— TASK PROMPT —
Could you please return each line of the data that has the word "Spitzenweg"?

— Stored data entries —
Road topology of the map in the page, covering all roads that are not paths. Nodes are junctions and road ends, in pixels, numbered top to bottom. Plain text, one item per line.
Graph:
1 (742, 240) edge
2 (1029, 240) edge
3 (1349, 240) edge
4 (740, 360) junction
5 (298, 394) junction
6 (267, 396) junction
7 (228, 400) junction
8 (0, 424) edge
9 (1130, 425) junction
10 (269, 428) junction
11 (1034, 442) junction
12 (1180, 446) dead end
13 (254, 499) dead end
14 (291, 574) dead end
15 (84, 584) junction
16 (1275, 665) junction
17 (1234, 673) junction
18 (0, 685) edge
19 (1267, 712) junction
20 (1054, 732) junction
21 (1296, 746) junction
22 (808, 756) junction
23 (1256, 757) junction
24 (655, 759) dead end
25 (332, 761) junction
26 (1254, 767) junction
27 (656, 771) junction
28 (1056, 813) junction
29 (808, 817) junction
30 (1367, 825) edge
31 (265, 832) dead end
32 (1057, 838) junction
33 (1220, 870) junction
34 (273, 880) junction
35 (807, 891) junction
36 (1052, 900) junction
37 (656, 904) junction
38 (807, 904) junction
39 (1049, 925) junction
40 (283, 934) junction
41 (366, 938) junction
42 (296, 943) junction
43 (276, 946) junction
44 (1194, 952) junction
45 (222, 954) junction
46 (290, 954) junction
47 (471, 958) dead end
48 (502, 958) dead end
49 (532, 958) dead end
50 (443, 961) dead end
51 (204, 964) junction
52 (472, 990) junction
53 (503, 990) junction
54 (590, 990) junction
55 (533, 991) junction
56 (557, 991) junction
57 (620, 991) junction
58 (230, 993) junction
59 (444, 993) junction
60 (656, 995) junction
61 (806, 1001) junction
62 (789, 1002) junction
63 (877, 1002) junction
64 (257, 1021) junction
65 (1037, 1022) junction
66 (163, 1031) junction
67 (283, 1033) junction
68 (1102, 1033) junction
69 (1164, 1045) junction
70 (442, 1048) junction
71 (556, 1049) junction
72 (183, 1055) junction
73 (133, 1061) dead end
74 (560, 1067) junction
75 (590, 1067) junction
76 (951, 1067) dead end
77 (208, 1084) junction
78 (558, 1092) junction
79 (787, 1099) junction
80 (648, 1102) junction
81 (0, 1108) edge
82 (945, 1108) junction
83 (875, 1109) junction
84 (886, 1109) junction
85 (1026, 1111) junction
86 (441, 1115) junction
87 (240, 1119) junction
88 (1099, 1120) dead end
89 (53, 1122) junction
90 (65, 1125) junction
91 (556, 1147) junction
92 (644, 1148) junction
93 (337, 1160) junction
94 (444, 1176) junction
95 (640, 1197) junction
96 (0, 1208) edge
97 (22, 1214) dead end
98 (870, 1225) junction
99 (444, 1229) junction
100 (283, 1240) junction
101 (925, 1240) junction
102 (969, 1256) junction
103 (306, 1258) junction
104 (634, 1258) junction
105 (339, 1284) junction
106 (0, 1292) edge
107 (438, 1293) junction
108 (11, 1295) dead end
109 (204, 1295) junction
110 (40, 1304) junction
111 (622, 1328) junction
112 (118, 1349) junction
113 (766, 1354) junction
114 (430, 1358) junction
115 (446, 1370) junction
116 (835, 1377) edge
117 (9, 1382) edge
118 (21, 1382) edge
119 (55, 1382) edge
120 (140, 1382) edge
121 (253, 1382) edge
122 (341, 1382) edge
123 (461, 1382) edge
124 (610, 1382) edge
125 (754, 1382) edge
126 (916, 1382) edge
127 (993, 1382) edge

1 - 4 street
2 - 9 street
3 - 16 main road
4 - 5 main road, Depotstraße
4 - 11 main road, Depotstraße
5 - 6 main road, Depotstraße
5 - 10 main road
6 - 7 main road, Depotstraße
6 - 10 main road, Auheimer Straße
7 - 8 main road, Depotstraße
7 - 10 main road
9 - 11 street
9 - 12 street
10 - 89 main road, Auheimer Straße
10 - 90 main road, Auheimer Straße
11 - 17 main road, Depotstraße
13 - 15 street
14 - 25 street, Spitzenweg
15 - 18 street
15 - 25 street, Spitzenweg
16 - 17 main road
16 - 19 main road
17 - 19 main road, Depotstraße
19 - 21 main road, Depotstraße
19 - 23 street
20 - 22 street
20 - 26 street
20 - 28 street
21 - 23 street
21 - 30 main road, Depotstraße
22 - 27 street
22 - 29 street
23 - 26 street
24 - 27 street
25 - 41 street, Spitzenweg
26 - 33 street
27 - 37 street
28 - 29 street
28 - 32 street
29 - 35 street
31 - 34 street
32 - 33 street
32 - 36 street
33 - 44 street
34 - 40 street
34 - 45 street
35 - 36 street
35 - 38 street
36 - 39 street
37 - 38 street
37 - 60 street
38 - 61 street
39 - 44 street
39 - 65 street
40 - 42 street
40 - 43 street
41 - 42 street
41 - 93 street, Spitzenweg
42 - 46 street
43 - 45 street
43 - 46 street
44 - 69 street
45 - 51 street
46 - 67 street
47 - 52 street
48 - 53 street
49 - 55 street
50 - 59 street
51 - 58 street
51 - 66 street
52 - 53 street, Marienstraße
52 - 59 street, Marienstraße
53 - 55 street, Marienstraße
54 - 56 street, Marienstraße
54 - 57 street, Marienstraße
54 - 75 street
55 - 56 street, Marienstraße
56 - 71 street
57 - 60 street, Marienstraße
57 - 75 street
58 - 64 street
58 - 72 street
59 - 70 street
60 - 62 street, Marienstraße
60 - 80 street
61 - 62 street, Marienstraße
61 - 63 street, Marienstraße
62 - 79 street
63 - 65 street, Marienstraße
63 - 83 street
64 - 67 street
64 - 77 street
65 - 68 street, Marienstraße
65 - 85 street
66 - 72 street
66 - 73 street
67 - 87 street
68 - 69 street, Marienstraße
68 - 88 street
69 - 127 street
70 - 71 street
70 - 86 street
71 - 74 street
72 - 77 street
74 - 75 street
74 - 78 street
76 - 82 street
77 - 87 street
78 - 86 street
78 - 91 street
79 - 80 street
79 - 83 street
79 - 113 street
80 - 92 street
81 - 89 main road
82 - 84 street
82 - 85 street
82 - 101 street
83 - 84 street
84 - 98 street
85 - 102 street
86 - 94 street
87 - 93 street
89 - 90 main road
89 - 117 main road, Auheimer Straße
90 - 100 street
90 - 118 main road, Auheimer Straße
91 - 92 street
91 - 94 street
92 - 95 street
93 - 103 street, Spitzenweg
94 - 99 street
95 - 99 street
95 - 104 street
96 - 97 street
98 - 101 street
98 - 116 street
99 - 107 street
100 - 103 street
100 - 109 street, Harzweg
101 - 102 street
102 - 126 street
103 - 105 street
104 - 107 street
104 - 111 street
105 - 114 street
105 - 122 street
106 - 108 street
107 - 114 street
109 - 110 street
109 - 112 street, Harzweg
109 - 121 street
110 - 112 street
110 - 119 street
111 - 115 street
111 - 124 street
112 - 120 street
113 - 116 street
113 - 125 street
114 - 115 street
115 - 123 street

— RESPONSE BOX —
14 - 25 street, Spitzenweg
15 - 25 street, Spitzenweg
25 - 41 street, Spitzenweg
41 - 93 street, Spitzenweg
93 - 103 street, Spitzenweg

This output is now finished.